# Removing labels from used bottles



## winesnob (Jun 28, 2006)

Ok, got my corker, corks and have saved rinsec bottles from store bought wines consumed. What's the best way to remove these dang labels?





I've tried the soaking in hot water with a bit is dish detergent. I've even tried baking the bottles at 200 degrees F. for 30 minutes. It seems like the US labels are the toughest (especially Columbia Crest) but the French and Italian labels come off easy with either method. Who is the label removing king/queen out there?


----------



## peterCooper (Jun 28, 2006)

I use a razor blade, moving it away from me all the time. Then soak then 
use goof off to remove the sticky.

After that the bottle gets a good clean and sanitize

I also have a pretty good paring knife that does the same sort of job. The 
trick is not to get your hands or fingers in the way.

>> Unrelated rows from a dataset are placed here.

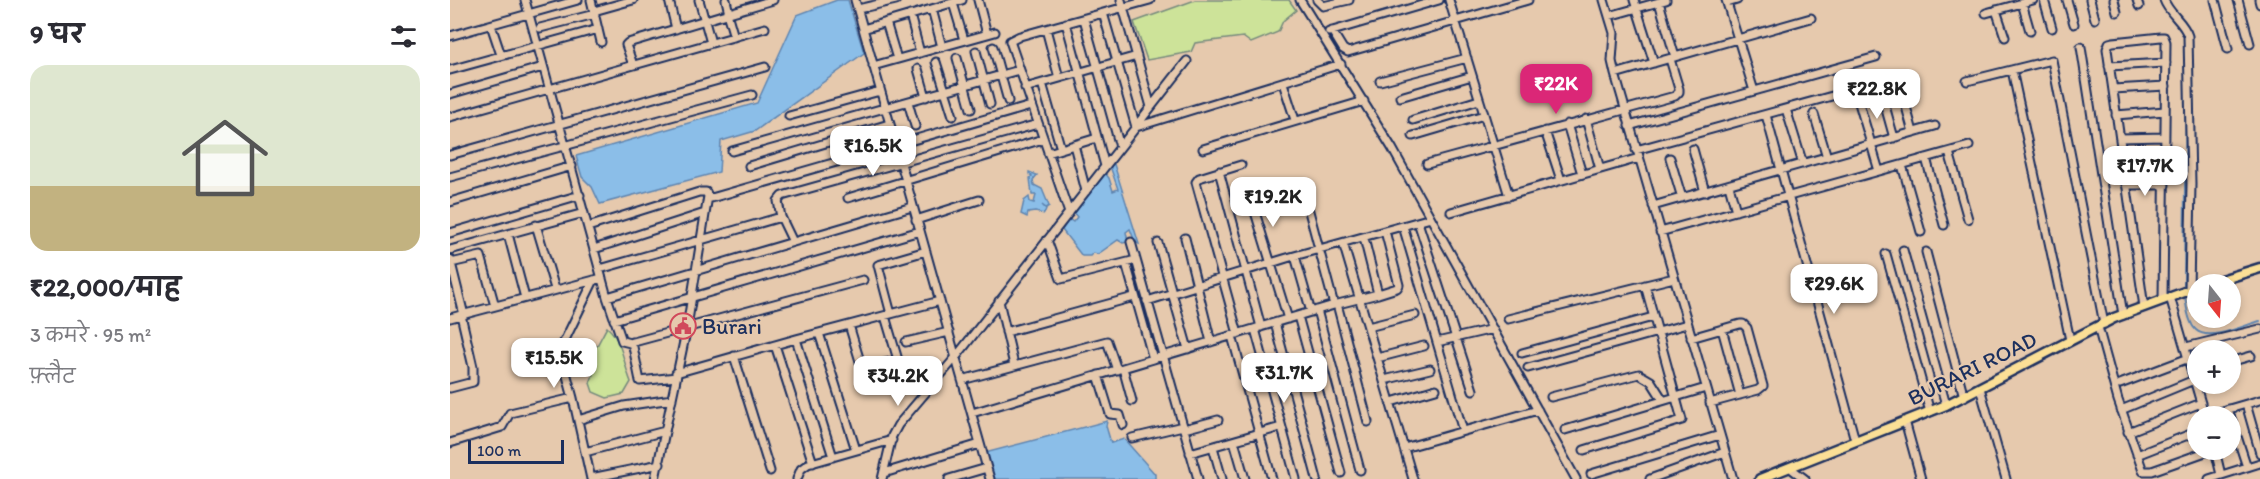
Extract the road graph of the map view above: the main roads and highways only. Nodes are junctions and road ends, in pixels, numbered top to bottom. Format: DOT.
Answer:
graph roads {
  1 [pos="2260,268"];
  2 [pos="2241,274"];
  3 [pos="2180,293"];
  4 [pos="1760,479"];
  1 -- 2 [label="main road"];
  3 -- 4 [label="main road, BURARI ROAD"];
}
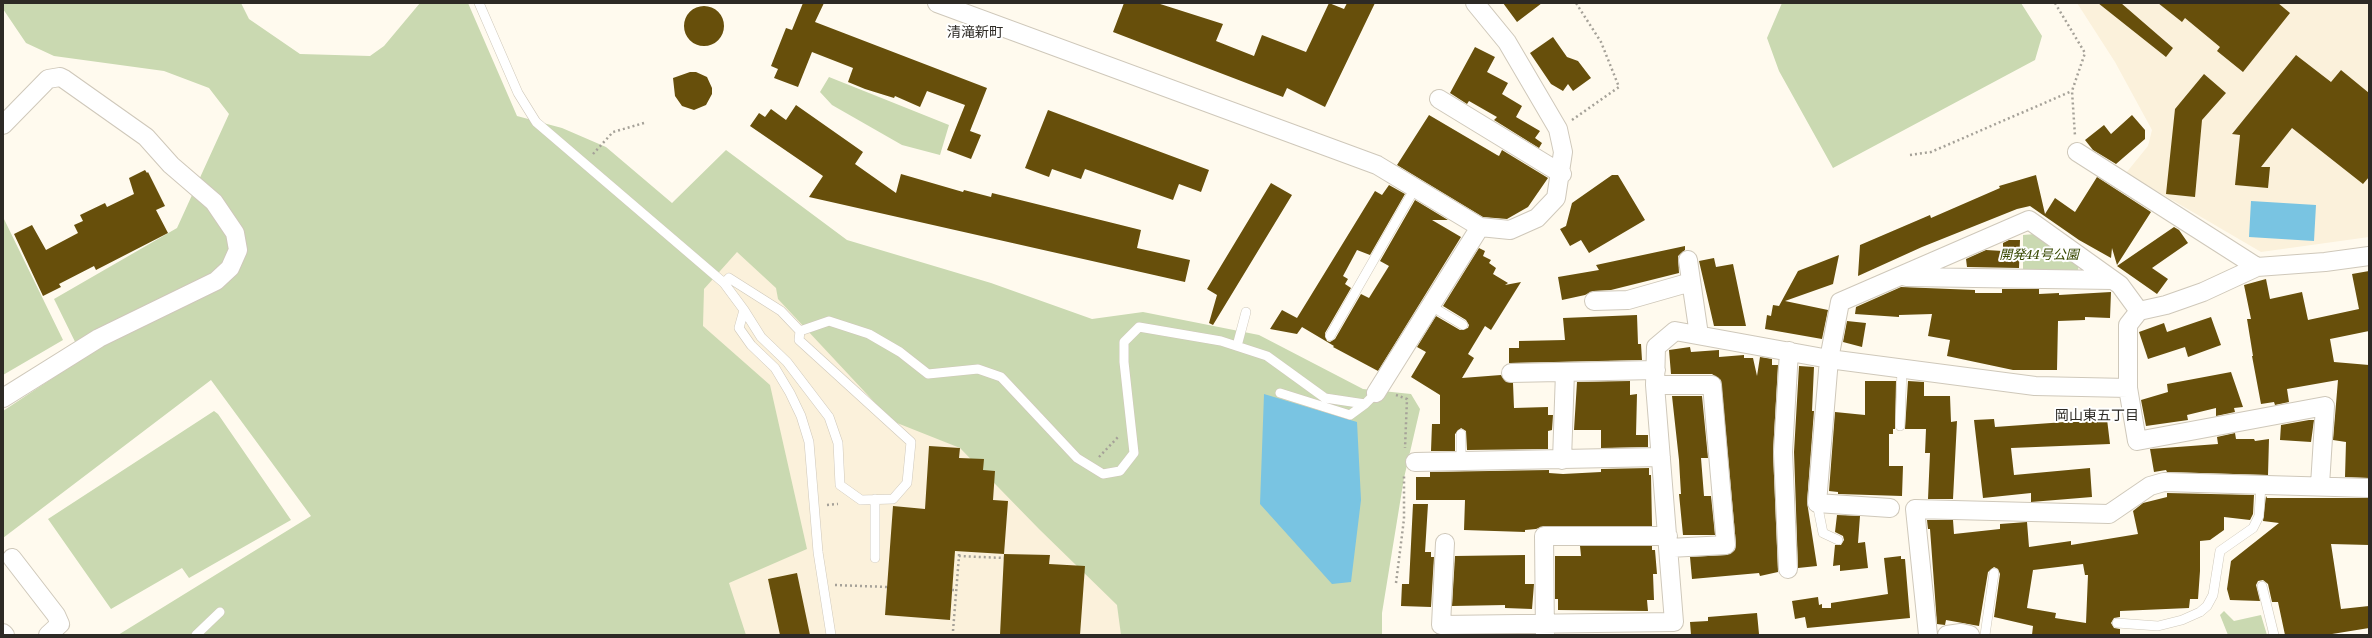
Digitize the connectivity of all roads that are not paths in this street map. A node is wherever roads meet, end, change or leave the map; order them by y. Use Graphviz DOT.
graph roads {
  1 [pos="479,3"];
  2 [pos="937,3"];
  3 [pos="1475,3"];
  4 [pos="1439,99"];
  5 [pos="3,124"];
  6 [pos="2077,152"];
  7 [pos="1562,174"];
  8 [pos="1415,188"];
  9 [pos="1480,227"];
  10 [pos="2369,256"];
  11 [pos="1688,260"];
  12 [pos="2256,267"];
  13 [pos="1899,277"];
  14 [pos="2113,280"];
  15 [pos="1691,282"];
  16 [pos="724,283"];
  17 [pos="1594,301"];
  18 [pos="1431,306"];
  19 [pos="744,310"];
  20 [pos="2139,311"];
  21 [pos="1246,312"];
  22 [pos="1463,325"];
  23 [pos="800,331"];
  24 [pos="1699,335"];
  25 [pos="1330,336"];
  26 [pos="1237,346"];
  27 [pos="1789,351"];
  28 [pos="1829,359"];
  29 [pos="1902,368"];
  30 [pos="1565,372"];
  31 [pos="1511,373"];
  32 [pos="1655,377"];
  33 [pos="2128,388"];
  34 [pos="1280,393"];
  35 [pos="1373,396"];
  36 [pos="3,398"];
  37 [pos="1900,426"];
  38 [pos="1461,434"];
  39 [pos="1661,457"];
  40 [pos="1562,460"];
  41 [pos="1461,461"];
  42 [pos="1410,464"];
  43 [pos="2261,484"];
  44 [pos="2320,485"];
  45 [pos="2369,488"];
  46 [pos="876,499"];
  47 [pos="1817,504"];
  48 [pos="1890,508"];
  49 [pos="1838,540"];
  50 [pos="1669,542"];
  51 [pos="1444,543"];
  52 [pos="12,558"];
  53 [pos="875,558"];
  54 [pos="1788,569"];
  55 [pos="1994,573"];
  56 [pos="2262,586"];
  57 [pos="220,612"];
  58 [pos="2117,623"];
  59 [pos="2144,625"];
  60 [pos="1545,629"];
  61 [pos="48,635"];
  62 [pos="196,635"];
  63 [pos="831,635"];
  64 [pos="1928,635"];
  65 [pos="1947,635"];
  66 [pos="1970,635"];
  67 [pos="1985,635"];
  68 [pos="2143,635"];
  69 [pos="2274,635"];
  1 -- 16 [label="lane"];
  2 -- 8 [label="street"];
  3 -- 7 [label="street"];
  4 -- 7 [label="street"];
  5 -- 36 [label="street"];
  6 -- 12 [label="street"];
  7 -- 9 [label="street"];
  8 -- 9 [label="street"];
  8 -- 25 [label="lane"];
  9 -- 18 [label="street"];
  10 -- 12 [label="street"];
  11 -- 15 [label="street"];
  12 -- 20 [label="street"];
  13 -- 14 [label="street"];
  13 -- 14 [label="street"];
  13 -- 28 [label="street"];
  14 -- 20 [label="street"];
  15 -- 17 [label="street"];
  15 -- 24 [label="street"];
  16 -- 19 [label="lane"];
  16 -- 23 [label="lane"];
  18 -- 22 [label="lane"];
  18 -- 35 [label="street"];
  19 -- 46 [label="lane"];
  19 -- 63 [label="lane"];
  20 -- 33 [label="street"];
  21 -- 26 [label="lane"];
  23 -- 26 [label="lane"];
  23 -- 46 [label="lane"];
  24 -- 27 [label="street"];
  24 -- 32 [label="street"];
  26 -- 35 [label="lane"];
  27 -- 28 [label="street"];
  27 -- 54 [label="street"];
  28 -- 29 [label="street"];
  28 -- 47 [label="street"];
  29 -- 33 [label="street"];
  29 -- 37 [label="lane"];
  30 -- 31 [label="street"];
  30 -- 32 [label="street"];
  30 -- 40 [label="street"];
  32 -- 39 [label="street"];
  32 -- 50 [label="street"];
  33 -- 44 [label="street"];
  34 -- 35 [label="lane"];
  38 -- 41 [label="lane"];
  39 -- 40 [label="street"];
  39 -- 50 [label="street"];
  40 -- 41 [label="street"];
  41 -- 42 [label="street"];
  43 -- 44 [label="street"];
  43 -- 59 [label="lane"];
  43 -- 64 [label="street"];
  44 -- 45 [label="street"];
  46 -- 53 [label="lane"];
  47 -- 48 [label="street"];
  47 -- 49 [label="lane"];
  50 -- 60 [label="street"];
  50 -- 60 [label="street"];
  51 -- 60 [label="street"];
  52 -- 61 [label="street"];
  55 -- 67 [label="lane"];
  56 -- 69 [label="lane"];
  57 -- 62 [label="lane"];
  58 -- 59 [label="lane"];
  59 -- 68 [label="lane"];
  65 -- 66 [label="street"];
}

I also have a VERY low tolerance for this sort of thing. If it takes more than 
minute to get the label off the bottle goes away....permanently.


----------



## Waldo (Jun 28, 2006)

A method that works well for me winesnob is a wire wheel brush that mounts in my drill. There is a picture of it here on the forum somewhere but danged if I can remember where it was. maybe one of the moderators can locate it for you.


----------



## masta (Jun 28, 2006)

This might help:


 [url]http://www.finevinewines.com/Wiz/forum/forum_posts.asp?TID=1 547&amp;KW=wheel[/url]


----------



## Waldo (Jun 28, 2006)

Thanks Masta


----------



## paubin (Jun 28, 2006)

On the really goopy bottles I steal a little bit of my wifes fingernail polish remover. Cheaper than goo gone.



Pete


----------



## winesnob (Jun 29, 2006)

Thanks all.


----------



## OilnH2O (Jun 29, 2006)

I know this sounds like an echo but I still vote for soaking in Straight-A and hot water -- it takes care of 75% -- the other 23% are easily scraped off in any number of methods above -- and 2%, as Peter says, aren't worth it!


----------



## pkcook (Jun 30, 2006)

I agree with OilNH20. I soak in an oxygen based cleanser solution like Straight A. Most labels will be on the bottom of the bucket in a couple of days. The others only need a light scraping to remove. I use a plastic scrubby pad and a scouring solution to remove the residue.


----------



## OldWino1 (Jun 30, 2006)

Has the whell ever scratched the bottle?


----------



## kutya (Aug 11, 2006)

Winesnob: I'm brand new to this forum stuff, but I'll add my 2cents... I soak the bottles over night in water, then scrape off the label with a knife. Remove as much of the label as you can, then take a WD-40 on a rag and rub it. This is the best stuff in the world for removing sticky stuff from anything. When you are done just rub the bottle with a clean rag.. hope this helps.


----------



## Waldo (Aug 12, 2006)

Winesnob, I have not had a scratched bottle yet from using the wheel. Today was definately bottle cleaning day for me. I delabeled 6 cases I had soaking and washed 8 cases...


----------



## peterCooper (Aug 15, 2006)

Waldo, you're so busy, I don't see how you have time to make any wine, let alone drink it.


----------